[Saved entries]
--

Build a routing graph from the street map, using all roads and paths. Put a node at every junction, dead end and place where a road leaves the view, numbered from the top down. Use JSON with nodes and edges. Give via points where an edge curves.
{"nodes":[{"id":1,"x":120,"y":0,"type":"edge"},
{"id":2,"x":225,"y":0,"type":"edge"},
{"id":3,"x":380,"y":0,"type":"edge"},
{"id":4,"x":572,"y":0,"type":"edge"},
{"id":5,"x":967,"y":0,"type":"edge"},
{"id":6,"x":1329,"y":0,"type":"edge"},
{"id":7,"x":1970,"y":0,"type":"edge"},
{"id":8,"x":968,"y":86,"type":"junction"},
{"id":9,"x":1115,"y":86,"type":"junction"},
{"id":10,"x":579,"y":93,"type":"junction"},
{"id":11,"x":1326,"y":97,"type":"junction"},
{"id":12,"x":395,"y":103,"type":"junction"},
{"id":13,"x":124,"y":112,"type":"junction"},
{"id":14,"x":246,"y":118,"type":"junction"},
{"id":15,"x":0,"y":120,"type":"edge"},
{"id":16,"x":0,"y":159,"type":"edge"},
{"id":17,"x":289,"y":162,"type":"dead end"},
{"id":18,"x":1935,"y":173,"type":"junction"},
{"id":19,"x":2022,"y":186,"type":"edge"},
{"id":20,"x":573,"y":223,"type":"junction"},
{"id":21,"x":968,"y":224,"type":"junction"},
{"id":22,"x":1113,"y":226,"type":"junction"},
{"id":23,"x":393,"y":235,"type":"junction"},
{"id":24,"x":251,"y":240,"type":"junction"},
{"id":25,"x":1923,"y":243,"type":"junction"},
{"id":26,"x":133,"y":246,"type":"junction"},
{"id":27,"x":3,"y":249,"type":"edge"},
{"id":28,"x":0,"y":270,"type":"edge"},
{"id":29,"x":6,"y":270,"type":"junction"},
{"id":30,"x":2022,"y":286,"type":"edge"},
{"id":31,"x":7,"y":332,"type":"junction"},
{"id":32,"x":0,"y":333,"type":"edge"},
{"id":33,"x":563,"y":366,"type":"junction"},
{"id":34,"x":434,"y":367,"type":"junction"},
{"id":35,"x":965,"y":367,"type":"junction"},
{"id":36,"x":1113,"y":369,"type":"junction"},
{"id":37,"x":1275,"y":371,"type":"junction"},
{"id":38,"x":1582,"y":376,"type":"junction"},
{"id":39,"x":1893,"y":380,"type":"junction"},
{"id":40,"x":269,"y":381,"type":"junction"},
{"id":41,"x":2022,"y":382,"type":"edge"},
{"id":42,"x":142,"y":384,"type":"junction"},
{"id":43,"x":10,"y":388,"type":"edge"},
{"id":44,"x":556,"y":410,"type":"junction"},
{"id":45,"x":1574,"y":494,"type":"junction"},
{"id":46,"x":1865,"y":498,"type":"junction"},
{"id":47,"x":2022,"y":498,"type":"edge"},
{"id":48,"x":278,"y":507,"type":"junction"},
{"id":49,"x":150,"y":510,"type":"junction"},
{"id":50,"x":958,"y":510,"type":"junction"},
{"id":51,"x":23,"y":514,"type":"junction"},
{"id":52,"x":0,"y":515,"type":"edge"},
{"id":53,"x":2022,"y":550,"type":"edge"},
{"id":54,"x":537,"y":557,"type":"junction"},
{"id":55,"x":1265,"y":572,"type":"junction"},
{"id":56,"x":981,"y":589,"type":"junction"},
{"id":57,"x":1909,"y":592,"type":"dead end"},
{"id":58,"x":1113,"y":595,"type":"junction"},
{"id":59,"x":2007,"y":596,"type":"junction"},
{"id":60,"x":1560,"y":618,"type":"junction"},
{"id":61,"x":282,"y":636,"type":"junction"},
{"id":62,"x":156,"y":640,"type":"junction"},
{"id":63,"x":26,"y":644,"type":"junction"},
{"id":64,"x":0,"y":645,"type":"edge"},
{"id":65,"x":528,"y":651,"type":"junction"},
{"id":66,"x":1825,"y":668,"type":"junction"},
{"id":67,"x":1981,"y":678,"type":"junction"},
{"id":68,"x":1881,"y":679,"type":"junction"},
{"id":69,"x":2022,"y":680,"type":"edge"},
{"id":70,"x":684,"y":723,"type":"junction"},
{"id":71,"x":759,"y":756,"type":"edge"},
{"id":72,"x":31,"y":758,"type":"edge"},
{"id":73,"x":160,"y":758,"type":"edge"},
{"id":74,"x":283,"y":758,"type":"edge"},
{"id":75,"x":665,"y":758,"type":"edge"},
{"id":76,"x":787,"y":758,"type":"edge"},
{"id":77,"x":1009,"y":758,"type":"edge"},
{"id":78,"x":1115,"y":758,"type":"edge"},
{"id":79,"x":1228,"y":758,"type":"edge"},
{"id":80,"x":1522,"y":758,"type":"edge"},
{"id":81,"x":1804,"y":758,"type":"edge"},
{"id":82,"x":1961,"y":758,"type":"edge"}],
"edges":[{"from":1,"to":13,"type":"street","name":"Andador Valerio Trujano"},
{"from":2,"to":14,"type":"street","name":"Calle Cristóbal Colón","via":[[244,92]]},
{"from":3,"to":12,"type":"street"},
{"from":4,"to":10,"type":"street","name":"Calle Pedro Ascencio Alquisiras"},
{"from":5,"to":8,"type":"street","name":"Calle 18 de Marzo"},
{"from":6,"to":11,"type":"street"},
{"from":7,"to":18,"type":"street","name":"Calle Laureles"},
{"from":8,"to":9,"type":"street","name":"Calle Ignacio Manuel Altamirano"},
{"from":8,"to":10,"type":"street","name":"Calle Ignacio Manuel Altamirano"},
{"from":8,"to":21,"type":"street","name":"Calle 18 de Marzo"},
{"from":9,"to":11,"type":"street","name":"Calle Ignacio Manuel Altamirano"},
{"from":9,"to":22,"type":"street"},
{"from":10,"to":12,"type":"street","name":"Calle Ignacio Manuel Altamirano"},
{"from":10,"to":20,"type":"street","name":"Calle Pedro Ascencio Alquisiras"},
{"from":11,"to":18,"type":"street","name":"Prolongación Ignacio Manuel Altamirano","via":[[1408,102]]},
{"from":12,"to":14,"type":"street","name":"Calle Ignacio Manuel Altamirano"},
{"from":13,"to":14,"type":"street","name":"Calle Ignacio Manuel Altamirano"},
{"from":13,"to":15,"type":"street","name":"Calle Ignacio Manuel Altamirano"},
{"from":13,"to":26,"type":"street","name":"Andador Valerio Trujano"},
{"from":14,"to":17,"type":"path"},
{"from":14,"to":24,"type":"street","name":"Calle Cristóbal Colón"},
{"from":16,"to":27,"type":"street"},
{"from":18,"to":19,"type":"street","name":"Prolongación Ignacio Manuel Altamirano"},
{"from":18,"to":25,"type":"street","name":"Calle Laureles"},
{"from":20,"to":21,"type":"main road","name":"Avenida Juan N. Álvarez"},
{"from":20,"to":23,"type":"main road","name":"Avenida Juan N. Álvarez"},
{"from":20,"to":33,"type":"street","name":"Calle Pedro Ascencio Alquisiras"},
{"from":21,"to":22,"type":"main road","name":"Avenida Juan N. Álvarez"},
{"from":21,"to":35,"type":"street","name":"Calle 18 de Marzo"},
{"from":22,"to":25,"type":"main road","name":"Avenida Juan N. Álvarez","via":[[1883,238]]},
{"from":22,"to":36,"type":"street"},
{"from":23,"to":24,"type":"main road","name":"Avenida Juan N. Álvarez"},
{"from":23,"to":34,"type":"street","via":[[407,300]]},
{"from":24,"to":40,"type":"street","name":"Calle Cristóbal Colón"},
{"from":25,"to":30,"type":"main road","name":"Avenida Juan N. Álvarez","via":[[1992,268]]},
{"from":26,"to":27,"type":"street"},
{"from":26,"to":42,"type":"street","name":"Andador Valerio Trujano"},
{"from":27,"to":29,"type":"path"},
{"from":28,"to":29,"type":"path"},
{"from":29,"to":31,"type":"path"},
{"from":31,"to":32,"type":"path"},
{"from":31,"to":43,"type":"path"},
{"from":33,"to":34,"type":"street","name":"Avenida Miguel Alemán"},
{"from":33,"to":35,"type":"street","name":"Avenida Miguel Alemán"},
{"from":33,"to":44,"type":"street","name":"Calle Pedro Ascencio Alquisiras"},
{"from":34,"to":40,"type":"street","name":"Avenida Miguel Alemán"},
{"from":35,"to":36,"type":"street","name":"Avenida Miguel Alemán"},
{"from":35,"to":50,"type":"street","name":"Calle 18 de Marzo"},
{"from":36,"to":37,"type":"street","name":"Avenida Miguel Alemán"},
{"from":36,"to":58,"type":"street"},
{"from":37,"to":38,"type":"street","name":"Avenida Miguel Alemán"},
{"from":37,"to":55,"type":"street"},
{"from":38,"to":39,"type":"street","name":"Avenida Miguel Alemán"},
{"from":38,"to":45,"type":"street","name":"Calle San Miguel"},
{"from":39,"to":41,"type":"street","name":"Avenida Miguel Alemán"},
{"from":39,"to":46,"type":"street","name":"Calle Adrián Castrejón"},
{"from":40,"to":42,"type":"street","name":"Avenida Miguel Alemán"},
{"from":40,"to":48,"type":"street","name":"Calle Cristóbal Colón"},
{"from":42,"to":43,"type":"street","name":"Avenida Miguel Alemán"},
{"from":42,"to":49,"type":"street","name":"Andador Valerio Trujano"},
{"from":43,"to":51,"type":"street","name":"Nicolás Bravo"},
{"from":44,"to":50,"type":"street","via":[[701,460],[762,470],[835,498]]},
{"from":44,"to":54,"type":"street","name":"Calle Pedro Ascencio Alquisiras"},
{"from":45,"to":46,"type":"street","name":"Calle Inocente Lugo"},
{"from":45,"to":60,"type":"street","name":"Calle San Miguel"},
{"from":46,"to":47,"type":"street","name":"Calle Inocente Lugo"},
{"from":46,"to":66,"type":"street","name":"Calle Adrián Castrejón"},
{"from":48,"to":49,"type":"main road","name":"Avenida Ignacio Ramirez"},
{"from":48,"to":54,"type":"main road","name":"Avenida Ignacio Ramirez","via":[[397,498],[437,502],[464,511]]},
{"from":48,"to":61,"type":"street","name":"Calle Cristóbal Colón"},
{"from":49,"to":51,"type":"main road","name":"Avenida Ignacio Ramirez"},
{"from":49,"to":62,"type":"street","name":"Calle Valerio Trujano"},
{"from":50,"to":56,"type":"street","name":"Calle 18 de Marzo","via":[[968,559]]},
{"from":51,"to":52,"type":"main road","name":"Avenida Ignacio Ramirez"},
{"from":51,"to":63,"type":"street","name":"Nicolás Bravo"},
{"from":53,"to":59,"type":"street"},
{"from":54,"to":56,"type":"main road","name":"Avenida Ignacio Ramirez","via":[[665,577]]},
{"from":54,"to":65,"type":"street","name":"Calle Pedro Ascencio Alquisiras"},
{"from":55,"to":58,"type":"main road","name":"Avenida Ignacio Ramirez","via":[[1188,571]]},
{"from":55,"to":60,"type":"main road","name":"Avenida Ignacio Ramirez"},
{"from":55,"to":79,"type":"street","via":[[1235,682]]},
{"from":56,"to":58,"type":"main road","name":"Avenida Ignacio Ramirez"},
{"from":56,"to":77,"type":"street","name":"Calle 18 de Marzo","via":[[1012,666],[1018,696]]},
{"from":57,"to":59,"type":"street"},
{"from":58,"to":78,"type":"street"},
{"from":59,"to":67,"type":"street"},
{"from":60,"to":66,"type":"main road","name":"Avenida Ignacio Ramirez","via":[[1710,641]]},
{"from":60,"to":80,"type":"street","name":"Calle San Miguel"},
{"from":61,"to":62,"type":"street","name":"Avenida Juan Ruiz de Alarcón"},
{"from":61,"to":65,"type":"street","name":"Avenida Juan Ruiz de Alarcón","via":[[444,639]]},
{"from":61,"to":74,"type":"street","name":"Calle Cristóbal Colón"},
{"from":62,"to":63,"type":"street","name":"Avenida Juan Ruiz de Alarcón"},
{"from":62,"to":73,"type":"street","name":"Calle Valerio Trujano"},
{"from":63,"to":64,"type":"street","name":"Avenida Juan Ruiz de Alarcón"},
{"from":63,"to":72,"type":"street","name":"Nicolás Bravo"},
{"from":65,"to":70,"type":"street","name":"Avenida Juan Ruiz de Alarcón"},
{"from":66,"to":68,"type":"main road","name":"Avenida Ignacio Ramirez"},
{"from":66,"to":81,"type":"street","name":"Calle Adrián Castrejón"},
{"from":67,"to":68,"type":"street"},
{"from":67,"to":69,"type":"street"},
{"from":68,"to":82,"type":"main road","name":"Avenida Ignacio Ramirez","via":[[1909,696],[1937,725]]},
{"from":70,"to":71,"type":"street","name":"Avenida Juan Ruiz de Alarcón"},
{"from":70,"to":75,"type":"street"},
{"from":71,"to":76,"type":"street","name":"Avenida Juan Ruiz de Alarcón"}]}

--

:: WHAT IS NEEDED ::
Your answer should consist of every line from the entries that holds "Alarcón".

:: OUTPUT OF THE TASK ::
{"from":61,"to":62,"type":"street","name":"Avenida Juan Ruiz de Alarcón"},
{"from":61,"to":65,"type":"street","name":"Avenida Juan Ruiz de Alarcón","via":[[444,639]]},
{"from":62,"to":63,"type":"street","name":"Avenida Juan Ruiz de Alarcón"},
{"from":63,"to":64,"type":"street","name":"Avenida Juan Ruiz de Alarcón"},
{"from":65,"to":70,"type":"street","name":"Avenida Juan Ruiz de Alarcón"},
{"from":70,"to":71,"type":"street","name":"Avenida Juan Ruiz de Alarcón"},
{"from":71,"to":76,"type":"street","name":"Avenida Juan Ruiz de Alarcón"}]}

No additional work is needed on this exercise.